Task item - How many of the lines below have the word "edges" in them? The answer is that number and nothing more.
___ Records for processing
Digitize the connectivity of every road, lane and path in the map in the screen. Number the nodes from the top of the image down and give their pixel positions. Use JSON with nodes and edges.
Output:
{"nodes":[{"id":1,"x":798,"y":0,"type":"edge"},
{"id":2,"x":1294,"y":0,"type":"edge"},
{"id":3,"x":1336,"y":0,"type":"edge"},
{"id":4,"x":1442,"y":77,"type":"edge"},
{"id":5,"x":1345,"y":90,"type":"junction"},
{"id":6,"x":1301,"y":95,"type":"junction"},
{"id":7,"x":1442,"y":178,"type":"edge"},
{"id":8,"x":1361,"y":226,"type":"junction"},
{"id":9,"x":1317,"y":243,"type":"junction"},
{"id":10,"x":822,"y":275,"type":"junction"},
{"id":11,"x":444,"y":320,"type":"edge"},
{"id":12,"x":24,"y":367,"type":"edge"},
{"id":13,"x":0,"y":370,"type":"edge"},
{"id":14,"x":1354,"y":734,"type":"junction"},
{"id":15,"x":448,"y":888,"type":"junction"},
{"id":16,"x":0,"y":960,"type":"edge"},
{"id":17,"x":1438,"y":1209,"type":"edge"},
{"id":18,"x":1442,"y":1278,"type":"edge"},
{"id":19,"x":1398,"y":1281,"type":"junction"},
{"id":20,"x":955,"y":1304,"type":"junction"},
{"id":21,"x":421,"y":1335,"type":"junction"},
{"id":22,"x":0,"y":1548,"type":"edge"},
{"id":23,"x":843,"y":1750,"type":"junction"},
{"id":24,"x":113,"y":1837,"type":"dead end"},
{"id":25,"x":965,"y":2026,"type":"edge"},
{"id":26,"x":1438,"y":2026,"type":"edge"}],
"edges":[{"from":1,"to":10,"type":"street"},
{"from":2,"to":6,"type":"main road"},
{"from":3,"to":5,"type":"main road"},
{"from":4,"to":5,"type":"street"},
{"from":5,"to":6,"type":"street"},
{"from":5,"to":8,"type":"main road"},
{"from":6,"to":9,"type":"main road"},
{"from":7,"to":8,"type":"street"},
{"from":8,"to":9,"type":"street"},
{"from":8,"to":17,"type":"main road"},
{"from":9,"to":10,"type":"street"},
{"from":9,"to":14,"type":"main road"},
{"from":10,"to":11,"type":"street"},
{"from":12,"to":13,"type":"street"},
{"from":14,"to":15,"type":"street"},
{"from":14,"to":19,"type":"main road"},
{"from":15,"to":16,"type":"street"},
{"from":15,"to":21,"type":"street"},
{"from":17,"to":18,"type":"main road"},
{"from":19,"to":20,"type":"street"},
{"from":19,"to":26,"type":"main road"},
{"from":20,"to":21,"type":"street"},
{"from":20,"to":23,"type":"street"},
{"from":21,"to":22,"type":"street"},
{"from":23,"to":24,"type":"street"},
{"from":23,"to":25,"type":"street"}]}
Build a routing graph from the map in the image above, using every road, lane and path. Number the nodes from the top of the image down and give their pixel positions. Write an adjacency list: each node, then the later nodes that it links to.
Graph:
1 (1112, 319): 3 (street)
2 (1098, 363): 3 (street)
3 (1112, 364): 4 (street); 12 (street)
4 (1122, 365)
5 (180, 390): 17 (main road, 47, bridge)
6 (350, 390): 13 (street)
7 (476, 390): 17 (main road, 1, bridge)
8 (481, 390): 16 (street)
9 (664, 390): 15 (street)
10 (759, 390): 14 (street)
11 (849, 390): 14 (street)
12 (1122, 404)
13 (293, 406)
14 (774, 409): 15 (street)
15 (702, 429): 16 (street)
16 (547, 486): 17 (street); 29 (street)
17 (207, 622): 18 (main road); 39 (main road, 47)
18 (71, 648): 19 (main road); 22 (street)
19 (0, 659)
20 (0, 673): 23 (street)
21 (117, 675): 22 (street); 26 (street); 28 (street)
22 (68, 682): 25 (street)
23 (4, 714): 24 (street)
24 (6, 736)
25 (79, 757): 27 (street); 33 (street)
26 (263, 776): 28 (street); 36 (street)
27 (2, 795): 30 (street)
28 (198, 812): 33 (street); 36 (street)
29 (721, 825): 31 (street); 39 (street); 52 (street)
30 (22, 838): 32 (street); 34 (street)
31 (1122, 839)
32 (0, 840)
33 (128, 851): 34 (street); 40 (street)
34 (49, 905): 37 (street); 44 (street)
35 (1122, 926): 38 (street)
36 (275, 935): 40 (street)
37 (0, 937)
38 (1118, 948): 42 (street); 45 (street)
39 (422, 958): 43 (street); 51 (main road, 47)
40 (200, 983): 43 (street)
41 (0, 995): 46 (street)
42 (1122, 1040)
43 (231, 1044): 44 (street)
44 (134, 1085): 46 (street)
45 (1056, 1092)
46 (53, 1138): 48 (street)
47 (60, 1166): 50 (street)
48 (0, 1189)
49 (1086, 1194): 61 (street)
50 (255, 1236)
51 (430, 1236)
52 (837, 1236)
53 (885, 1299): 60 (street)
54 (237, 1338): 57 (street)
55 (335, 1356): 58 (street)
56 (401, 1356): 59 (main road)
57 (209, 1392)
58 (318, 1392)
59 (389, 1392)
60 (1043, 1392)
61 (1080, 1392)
______
The completed task - 2